Desconfio, amigos, que não adianta essa adulação... O galope das horas atropela o espaço que separa a gente dos desencontros consigo. E eu não consigo outras trilhas que não sejam filhas da desesperança que me alcança, desprevenido talvez na saudade de minha gente, de gente assim, com o calor e o carinho de vocês.
Ah, refúgio meu, reino da Palavra, terra atemporal, momento sem lugar, aqui e agora sou todo teu. Fazei de mim o instrumento de Vossa melodia que desafia os dias... E no momento mesmo em que a noite me açoite, onde houver silêncio que eu leve um grão de Poesia, magrinha talvez, não se adia, alivia essa agonia sem perdão – de se saber de passagem na imensidão.
Foi-se com o Tempo a lucidez de minha pianista, grávida de mim um dia; foi-se com o Tempo a visão de meu mestre poliglota, senhor dos gens de mim que já havia; foi-se a música com que ela me animava, foi-se a leitura com que ele me acalentava; foi-se tudo com a foice do pêndulo que oscila e garimpa a ilusão que vacila frente à incógnita adiante...
Quisera rimassem melhor longevidade e serenidade, não fosse a idade fogo a meio lume a incendiar o que vira fumo e pó. Quisera, quero ainda que, na intimidade, sensibilidade sobreviva na rima em seu sufixo.

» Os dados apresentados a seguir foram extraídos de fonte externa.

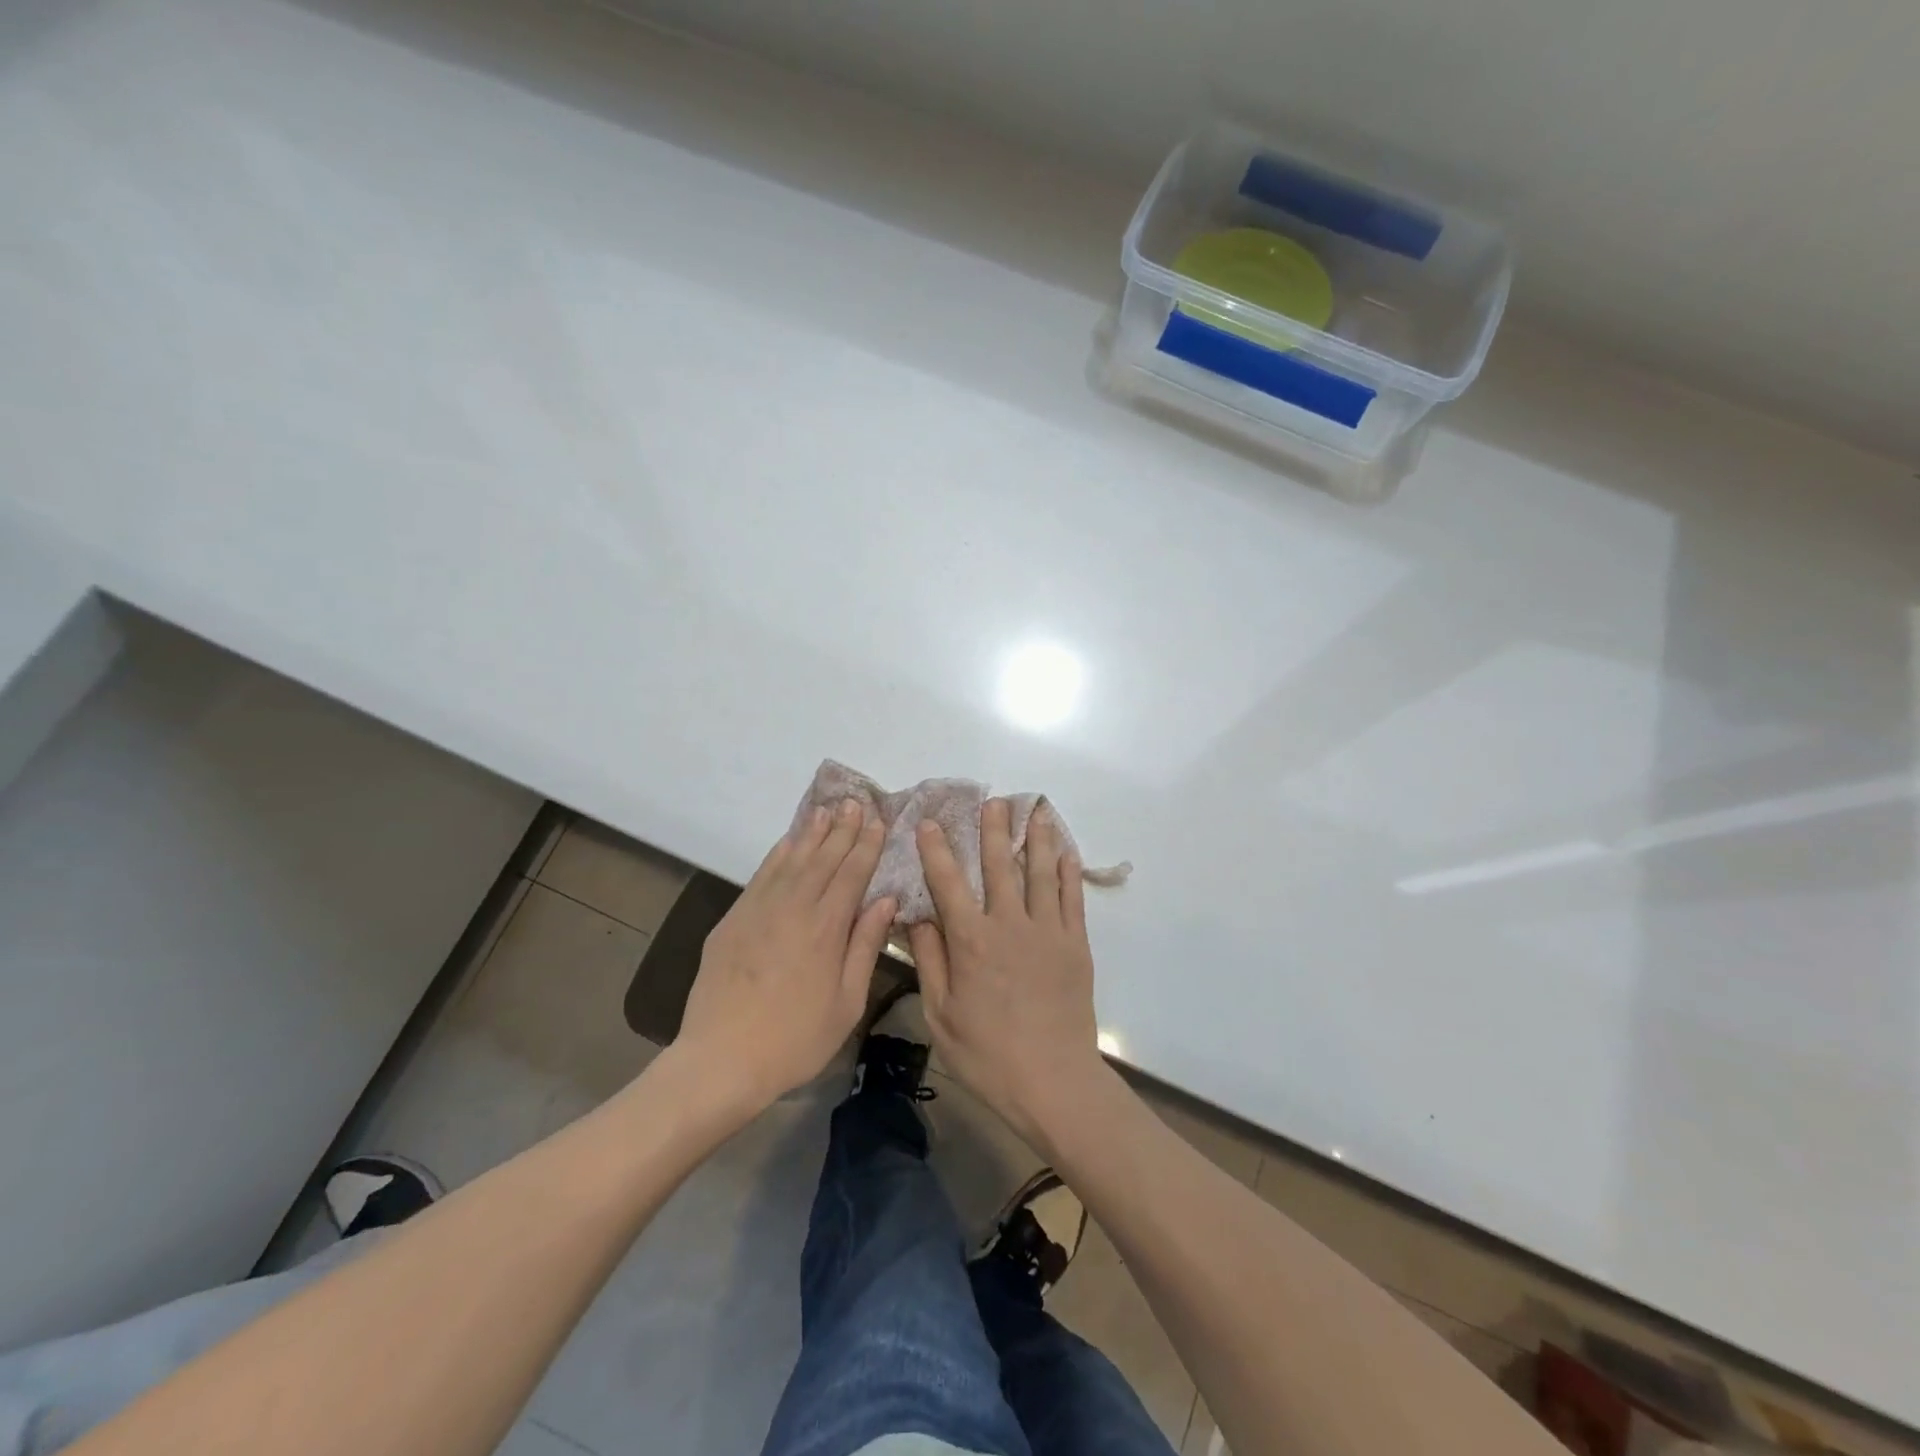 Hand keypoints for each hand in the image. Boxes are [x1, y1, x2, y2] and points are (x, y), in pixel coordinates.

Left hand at [677, 800, 894, 1113]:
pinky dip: (777, 854)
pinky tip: (788, 843)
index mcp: (827, 928)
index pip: (852, 874)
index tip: (878, 821)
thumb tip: (885, 900)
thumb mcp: (847, 1002)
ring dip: (811, 834)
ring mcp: (759, 910)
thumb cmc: (796, 1039)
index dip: (867, 845)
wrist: (722, 1059)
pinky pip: (760, 876)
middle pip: (823, 859)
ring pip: (791, 860)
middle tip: (855, 803)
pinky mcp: (733, 920)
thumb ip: (865, 946)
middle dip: (842, 830)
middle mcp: (794, 908)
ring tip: (826, 811)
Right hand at [908, 798, 1109, 1151]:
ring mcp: (1047, 932)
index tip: (931, 822)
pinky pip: (1071, 899)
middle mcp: (1010, 925)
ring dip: (1036, 838)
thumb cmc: (987, 1054)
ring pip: (1040, 873)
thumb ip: (931, 961)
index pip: (948, 883)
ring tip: (1035, 809)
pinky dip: (1068, 872)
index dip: (937, 850)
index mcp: (971, 941)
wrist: (1053, 1082)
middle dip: (993, 830)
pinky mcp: (1075, 945)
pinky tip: (1065, 852)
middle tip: (993, 800)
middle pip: (1000, 866)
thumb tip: (919, 916)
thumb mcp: (941, 1015) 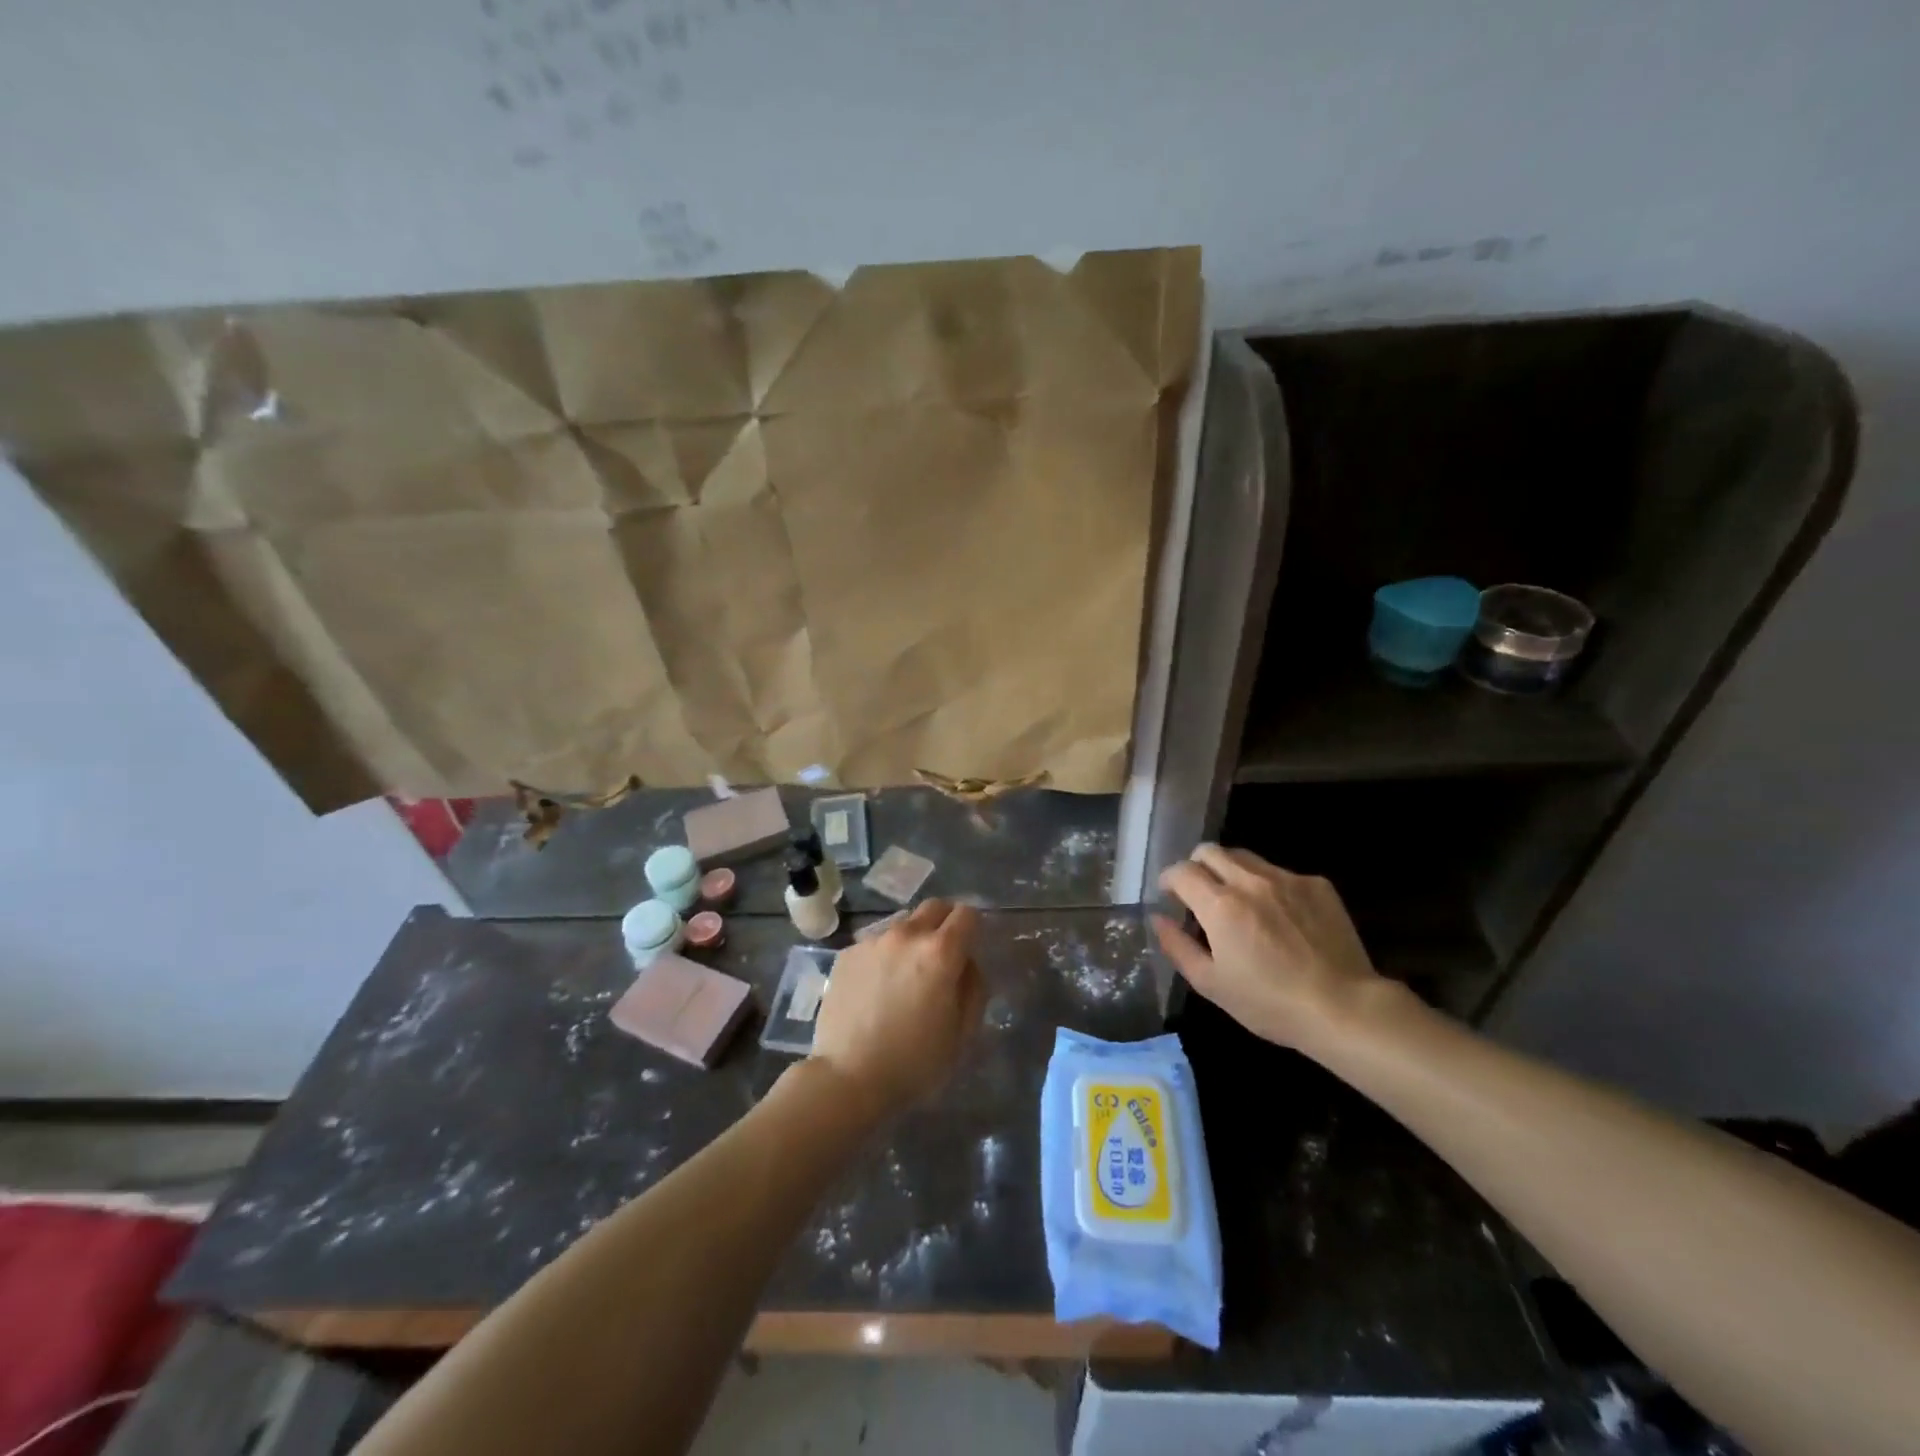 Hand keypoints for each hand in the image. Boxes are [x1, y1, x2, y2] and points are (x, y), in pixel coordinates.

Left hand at [810, 899, 985, 1112]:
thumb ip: (973, 987)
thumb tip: (967, 964)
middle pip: (934, 907)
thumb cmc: (914, 1063)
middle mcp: (906, 935)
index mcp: (940, 952)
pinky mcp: (847, 954)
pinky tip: (877, 988)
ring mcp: (872, 941)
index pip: (967, 914)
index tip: (970, 946)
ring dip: (912, 939)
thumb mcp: (962, 1033)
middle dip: (945, 922)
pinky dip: (884, 956)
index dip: (973, 927)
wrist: (848, 1078)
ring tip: (905, 975)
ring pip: (903, 924)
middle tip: (943, 954)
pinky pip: (875, 943)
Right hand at [1153, 844, 1390, 1051]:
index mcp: (1220, 905)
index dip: (1169, 879)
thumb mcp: (1212, 984)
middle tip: (1200, 893)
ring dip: (1230, 871)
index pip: (1181, 871)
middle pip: (1209, 851)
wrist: (1344, 1007)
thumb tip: (1158, 919)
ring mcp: (1287, 879)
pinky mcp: (1317, 884)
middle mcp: (1250, 881)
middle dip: (1196, 866)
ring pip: (1245, 857)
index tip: (1170, 894)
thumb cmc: (1270, 1003)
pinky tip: (1280, 916)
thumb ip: (1177, 946)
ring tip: (1239, 901)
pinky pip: (1280, 872)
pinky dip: (1268, 885) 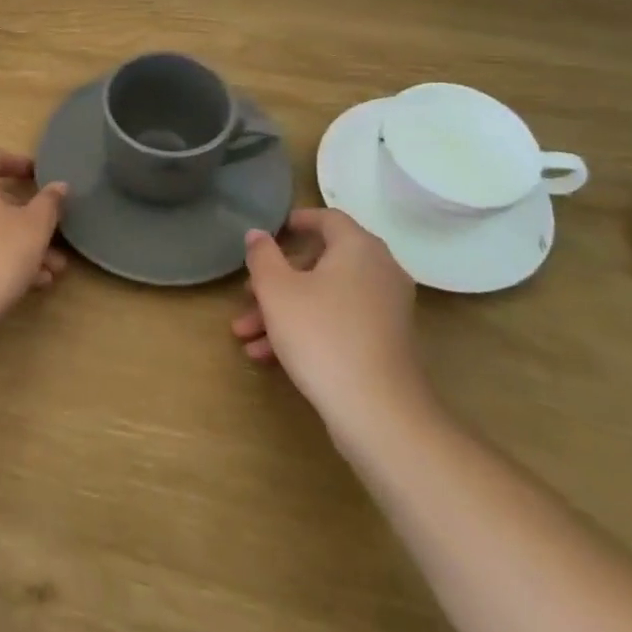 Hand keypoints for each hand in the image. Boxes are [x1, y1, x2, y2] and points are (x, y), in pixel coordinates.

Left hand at [0, 146, 68, 346]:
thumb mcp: (34, 229)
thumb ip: (49, 203)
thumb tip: (59, 185)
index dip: (19, 162)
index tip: (42, 177)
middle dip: (30, 216)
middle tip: (55, 230)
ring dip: (22, 242)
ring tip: (54, 268)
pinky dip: (2, 257)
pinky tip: (32, 283)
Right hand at [231, 207, 429, 437]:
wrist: (378, 413)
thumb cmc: (321, 335)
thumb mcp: (277, 291)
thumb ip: (263, 256)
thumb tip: (258, 233)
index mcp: (358, 247)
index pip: (327, 218)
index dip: (295, 221)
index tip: (268, 232)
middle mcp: (379, 270)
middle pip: (320, 263)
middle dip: (276, 280)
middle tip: (247, 295)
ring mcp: (386, 309)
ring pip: (325, 297)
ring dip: (284, 311)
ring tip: (246, 335)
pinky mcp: (385, 343)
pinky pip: (339, 322)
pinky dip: (308, 329)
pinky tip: (269, 356) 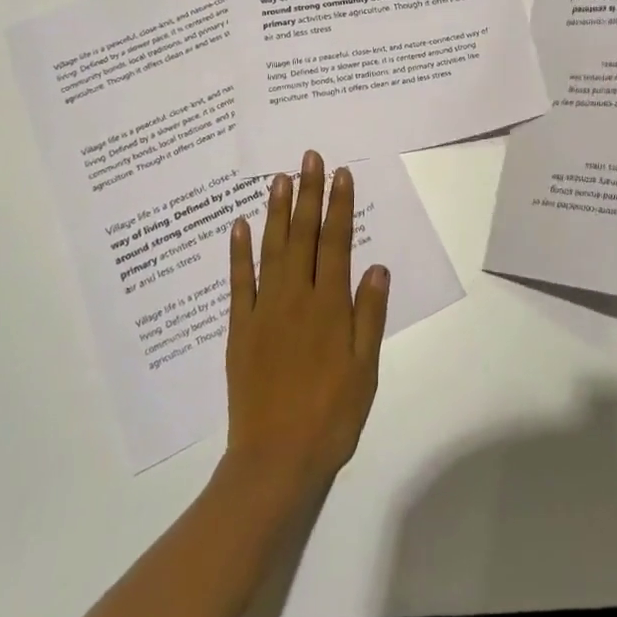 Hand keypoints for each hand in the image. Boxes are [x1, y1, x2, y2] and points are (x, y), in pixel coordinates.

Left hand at [222, 151, 389, 507]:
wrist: (276, 460)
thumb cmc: (331, 415)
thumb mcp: (365, 369)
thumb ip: (369, 314)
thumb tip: (377, 266)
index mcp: (330, 307)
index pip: (337, 243)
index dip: (339, 206)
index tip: (341, 173)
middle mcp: (296, 298)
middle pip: (303, 236)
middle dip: (308, 194)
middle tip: (308, 157)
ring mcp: (264, 311)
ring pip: (272, 250)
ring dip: (276, 212)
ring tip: (279, 178)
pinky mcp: (240, 329)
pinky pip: (239, 282)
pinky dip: (239, 252)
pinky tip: (239, 225)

E assim contemplo o calendário, o relógio, a ampulheta, o metrônomo em coro a reger a fluidez sem fim em que escôo e ecôo meus versos avessos à sombra, vermelhos e tão simples, mas amigos da luz.
Não serei eu o intruso de passagem, nas tripas do Tempo plantado, teimando em continuar nas parcas linhas que o passado abrigou, que o presente acolhe e o futuro adivinha?
Nada pedir, nada esperar – tudo acolher, agradecer e passar. Sabedoria intangível, dirão vocês, eu sei, eu pressinto. Eu sinto que estas poucas sílabas são sinos a soar sem ciência do que será. Queiram me perdoar, eu preciso de falar. São as palavras meu abrigo, são vocês, leitores amigos, os destinatários destas correspondências que hão de se apagar, contudo a ecoar, a ecoar, a ecoar...
Henrique Beltrão
Em Nantes, 19 de maio de 2010, tendo lido “O Intruso da Casa”, de Tércia e com saudades dela e de Luiz, o poeta que cura.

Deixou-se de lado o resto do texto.